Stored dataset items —
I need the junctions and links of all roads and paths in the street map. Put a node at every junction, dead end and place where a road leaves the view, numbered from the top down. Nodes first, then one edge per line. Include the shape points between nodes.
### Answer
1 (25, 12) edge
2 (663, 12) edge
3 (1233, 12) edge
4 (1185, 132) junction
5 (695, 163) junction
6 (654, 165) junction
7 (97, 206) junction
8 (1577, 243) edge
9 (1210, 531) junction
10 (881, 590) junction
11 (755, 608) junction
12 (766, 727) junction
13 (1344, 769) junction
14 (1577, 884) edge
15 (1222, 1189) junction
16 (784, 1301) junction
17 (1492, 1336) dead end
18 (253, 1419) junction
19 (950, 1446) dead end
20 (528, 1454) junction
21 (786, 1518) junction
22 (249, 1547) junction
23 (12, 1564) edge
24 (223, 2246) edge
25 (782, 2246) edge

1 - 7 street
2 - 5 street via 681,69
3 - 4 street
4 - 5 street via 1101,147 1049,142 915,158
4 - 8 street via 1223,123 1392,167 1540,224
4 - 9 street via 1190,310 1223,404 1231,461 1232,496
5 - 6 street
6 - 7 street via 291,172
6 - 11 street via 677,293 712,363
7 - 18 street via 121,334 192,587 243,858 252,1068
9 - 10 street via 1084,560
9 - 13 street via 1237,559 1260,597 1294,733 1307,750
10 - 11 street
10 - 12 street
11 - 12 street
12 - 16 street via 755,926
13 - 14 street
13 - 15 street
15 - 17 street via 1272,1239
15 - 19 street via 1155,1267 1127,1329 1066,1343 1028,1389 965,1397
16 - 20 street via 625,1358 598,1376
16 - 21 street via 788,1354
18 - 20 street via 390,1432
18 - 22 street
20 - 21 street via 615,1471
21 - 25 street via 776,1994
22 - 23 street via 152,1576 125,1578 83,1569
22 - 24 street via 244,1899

ABOUT THIS TASK —
Across the records above, show each line containing the word "dead".

SOLUTION TO THIS TASK —
I need the junctions and links of all roads and paths in the street map. Put a node at every junction, dead end and place where a road leaves the view, numbered from the top down. Nodes first, then one edge per line. Include the shape points between nodes.
17 (1492, 1336) dead end
19 (950, 1446) dead end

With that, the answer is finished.